Extracted records:
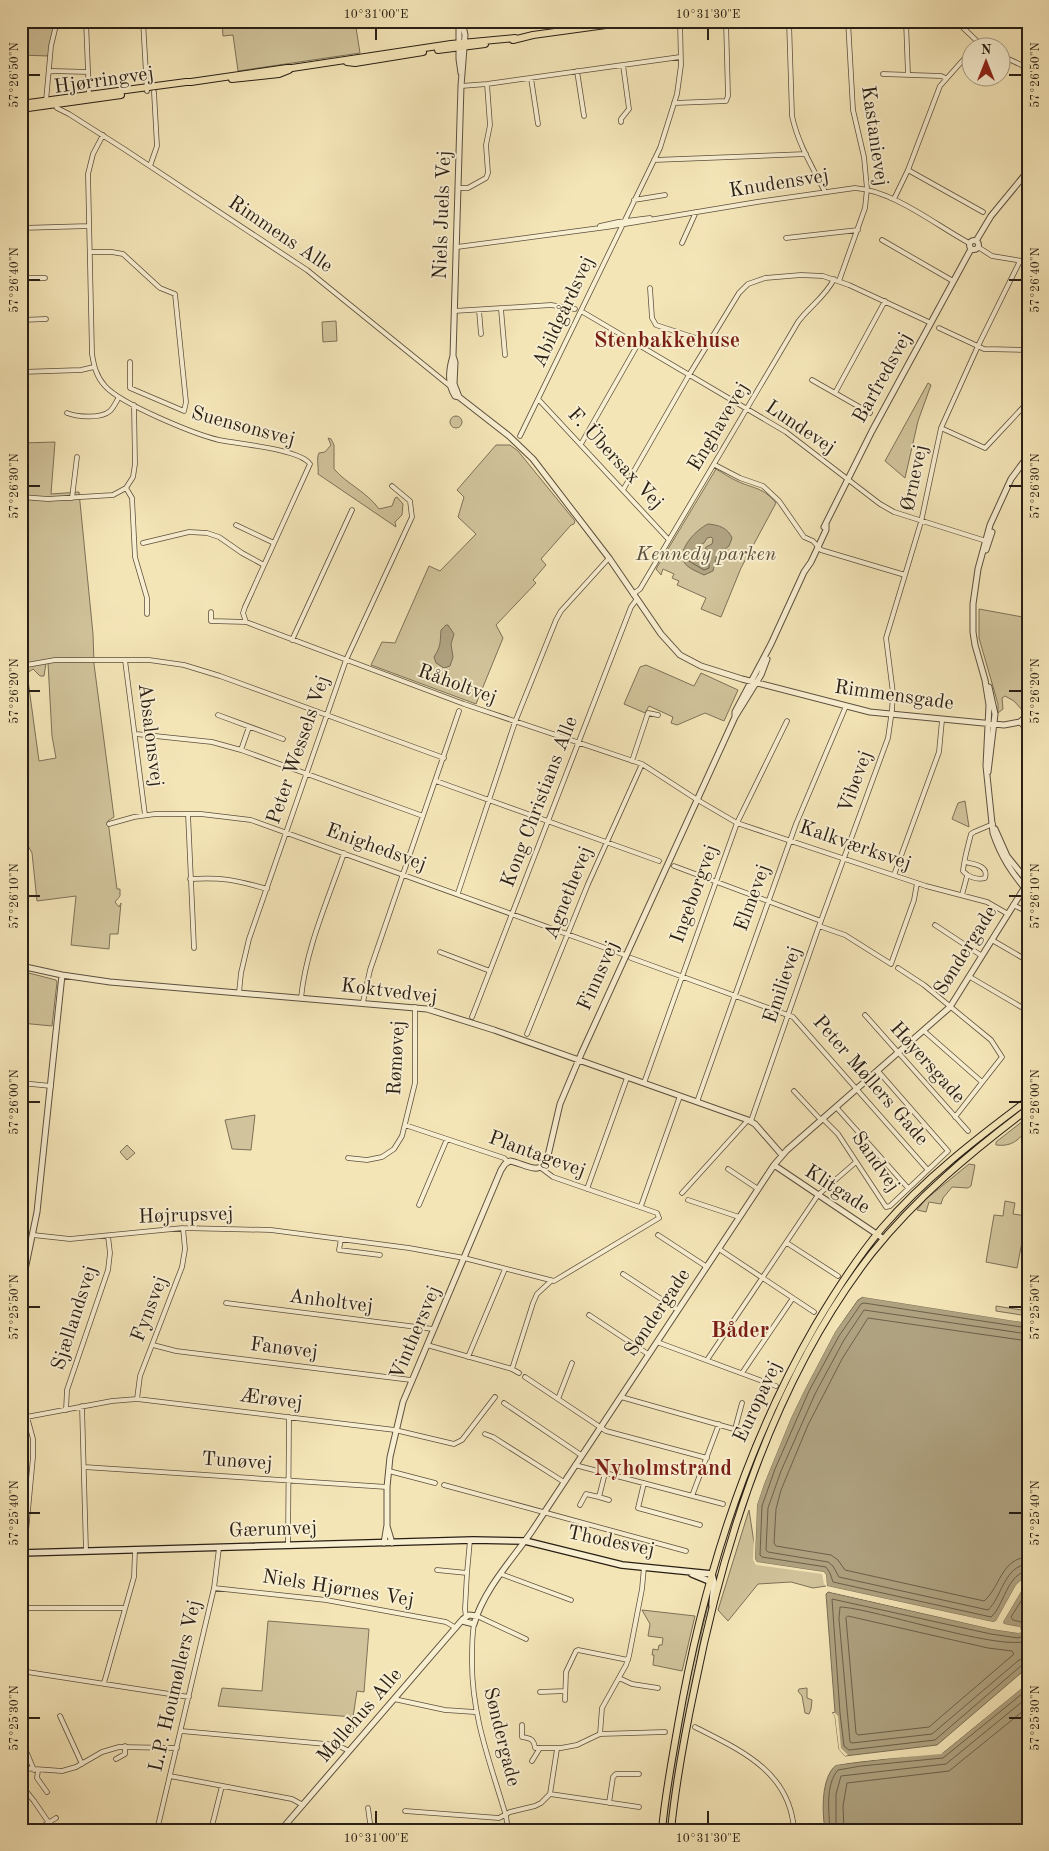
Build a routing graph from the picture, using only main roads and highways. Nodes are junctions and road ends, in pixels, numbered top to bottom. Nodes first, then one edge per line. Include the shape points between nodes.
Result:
1 (635, 21) edge
2 (46, 103) junction
3 (21, 104) edge
4 (21, 109) edge
5 (1028, 1100) edge
6 (1028, 1109) edge
7 (525, 1541) joint
8 (23, 1553) edge
9 (713, 1581) junction
10 (662, 1830) edge
11 (671, 1830) edge

1 - 2 main road, Hjørringvej via 355,63 341,61 292,68 256,78 186,82 150,90
2 - 3 main road, Hjørringvej
2 - 4 main road, Hjørringvej
5 - 9 main road, Europavej via 970,1144 916,1192 877,1234 842,1281 780,1391 746,1470
6 - 9 main road, Europavej via 923,1196 853,1279 827,1321 768,1436
7 - 8 main road, Gærumvej
7 - 9 main road, Thodesvej via 610,1562 690,1573
9 - 10 main road, Europavej via 683,1700
9 - 11 main road, Europavej via 712,1609 686,1727

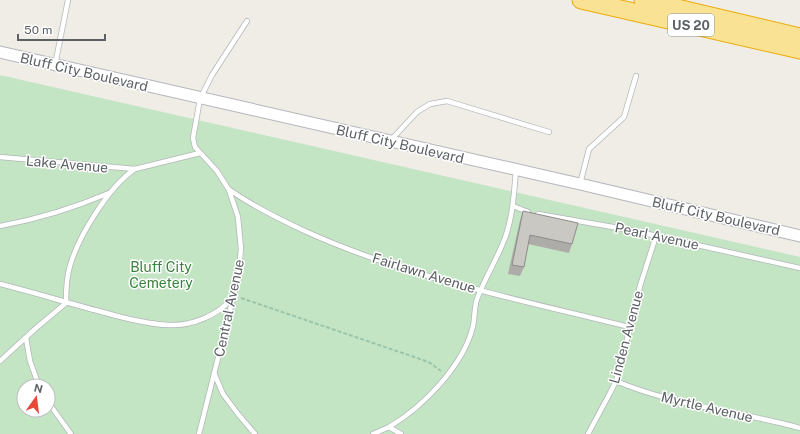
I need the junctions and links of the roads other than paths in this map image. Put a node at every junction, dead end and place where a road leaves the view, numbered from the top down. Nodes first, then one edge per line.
1 (68, 0) edge
2 (582, 0) edge
3 (643, 0) edge
4 (247, 21) dead end
5 (800, 37) edge
6 (800, 50) edge
7 (0, 52) edge
8 (55, 65) junction
9 (636, 76) dead end
10 (200, 99) junction
11 (549, 132) dead end
12 (390, 141) junction
13 (200, 153) junction
14 (0, 157) edge
15 (135, 170) junction
16 (516, 170) junction
17 (580, 184) junction
18 (229, 190) junction
19 (110, 193) junction
20 (513, 206) junction
21 (0, 226) edge
22 (656, 236) junction
23 (800, 236) edge
24 (800, 268) edge
25 (0, 284) edge
26 (481, 290) junction
27 (234, 295) junction
28 (66, 303) junction
29 (629, 327) junction
30 (26, 338) junction
31 (0, 361) edge
32 (214, 373) junction
33 (36, 378) edge
34 (616, 381) junction
35 (56, 413) edge
36 (389, 427) junction
37 (800, 428) edge
38 (71, 434) edge
39 (199, 434) edge
40 (255, 434) edge
41 (373, 434) edge
42 (401, 434) edge
43 (588, 434) edge

1 - 8 lane
2 - 6 highway, US 20
3 - 5 highway, US 20
4 - 10 lane, Central Avenue
7 - 8 street, Bluff City Boulevard
8 - 10 street, Bluff City Boulevard
9 - 17 lane
10 - 12 street, Bluff City Boulevard
10 - 13 lane, Central Avenue
11 - 12 lane
12 - 16 street, Bluff City Boulevard
13 - 15 lane
13 - 18 lane, Central Avenue
14 - 15 lane, Lake Avenue
15 - 19 lane
16 - 17 street, Bluff City Boulevard
16 - 20 lane
17 - 23 street, Bluff City Boulevard
18 - 26 lane, Fairlawn Avenue
18 - 27 lane, Central Avenue
19 - 21 lane
19 - 28 lane
20 - 22 lane, Pearl Avenue
20 - 26 lane
22 - 24 lane, Pearl Avenue
22 - 29 lane, Linden Avenue
25 - 28 lane
26 - 29 lane, Fairlawn Avenue
26 - 36 lane
27 - 28 lane
27 - 32 lane, Central Avenue
28 - 30 lane
29 - 34 lane, Linden Avenue
30 - 31 lane
30 - 33 lane
32 - 39 lane, Central Avenue
32 - 40 lane
34 - 37 lane, Myrtle Avenue
34 - 43 lane, Linden Avenue
35 - 38 lane
36 - 41 lane
36 - 42 lane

Task details: Return each line above exactly; any pictures are to be skipped.

Answer for the task:
Build a routing graph from the picture, using only main roads and highways. Nodes are junctions and road ends, in pixels, numbered top to bottom. Nodes first, then one edge per line. Include the shape points between nodes.
Result:
1 (635, 21) edge
2 (46, 103) junction
3 (21, 104) edge
4 (21, 109) edge
5 (1028, 1100) edge
6 (1028, 1109) edge
7 (525, 1541) joint
8 (23, 1553) edge
9 (713, 1581) junction
10 (662, 1830) edge
11 (671, 1830) edge

1 - 2 main road, Hjørringvej via 355,63 341,61 292,68 256,78 186,82 150,90
2 - 3 main road, Hjørringvej
2 - 4 main road, Hjørringvej
5 - 9 main road, Europavej via 970,1144 916,1192 877,1234 842,1281 780,1391 746,1470
6 - 9 main road, Europavej via 923,1196 853,1279 827,1321 768,1436
7 - 8 main road, Gærumvej
7 - 9 main road, Thodesvej via 610,1562 690,1573
9 - 10 main road, Europavej via 683,1700
9 - 11 main road, Europavej via 712,1609 686,1727

I need the junctions and links of the roads other than paths in this map image. Put a node at every junction, dead end and place where a road leaves the view, numbered from the top down. Nodes first, then one edge per line.
1 (68, 0) edge
2 (582, 0) edge
3 (643, 0) edge
4 (247, 21) dead end
5 (800, 37) edge
6 (800, 50) edge
7 (0, 52) edge
8 (55, 65) junction
9 (636, 76) dead end
10 (200, 99) junction
11 (549, 132) dead end
12 (390, 141) junction
13 (200, 153) junction
14 (0, 157) edge
15 (135, 170) junction
16 (516, 170) junction
17 (580, 184) junction
18 (229, 190) junction
19 (110, 193) junction
20 (513, 206) junction
21 (0, 226) edge
22 (656, 236) junction
23 (800, 236) edge
24 (800, 268) edge
25 (0, 284) edge
26 (481, 290) junction
27 (234, 295) junction
28 (66, 303) junction
29 (629, 327) junction
30 (26, 338) junction
31 (0, 361) edge
32 (214, 373) junction
33 (36, 378) edge
34 (616, 381) junction
35 (56, 413) edge
36 (389, 427) junction
37 (800, 428) edge
38 (71, 434) edge
39 (199, 434) edge
40 (255, 434) edge
41 (373, 434) edge
42 (401, 434) edge
43 (588, 434) edge

1 - 8 lane
2 - 6 highway, US 20
3 - 5 highway, US 20
4 - 10 lane, Central Avenue
7 - 8 street, Bluff City Boulevard
8 - 10 street, Bluff City Boulevard
9 - 17 lane
10 - 12 street, Bluff City Boulevard
10 - 13 lane, Central Avenue
11 - 12 lane
12 - 16 street, Bluff City Boulevard
13 - 15 lane
13 - 18 lane, Central Avenue
14 - 15 lane, Lake Avenue
15 - 19 lane
16 - 17 street, Bluff City Boulevard
16 - 20 lane
17 - 23 street, Bluff City Boulevard
18 - 26 lane, Fairlawn Avenue
18 - 27 lane, Central Avenue
19 - 21 lane
19 - 28 lane
20 - 22 lane, Pearl Avenue
20 - 26 lane
22 - 24 lane, Pearl Avenue
22 - 29 lane, Linden Avenue
25 - 28 lane
26 - 29 lane, Fairlawn Avenue
26 - 36 lane
27 - 28 lane
27 - 32 lane, Central Avenue
28 - 30 lane
29 - 34 lane, Linden Avenue
30 - 31 lane
30 - 33 lane
32 - 39 lane, Central Avenue
32 - 40 lane
34 - 37 lane, Myrtle Avenue
34 - 43 lane, Linden Avenue
35 - 38 lane
36 - 41 lane
36 - 42 lane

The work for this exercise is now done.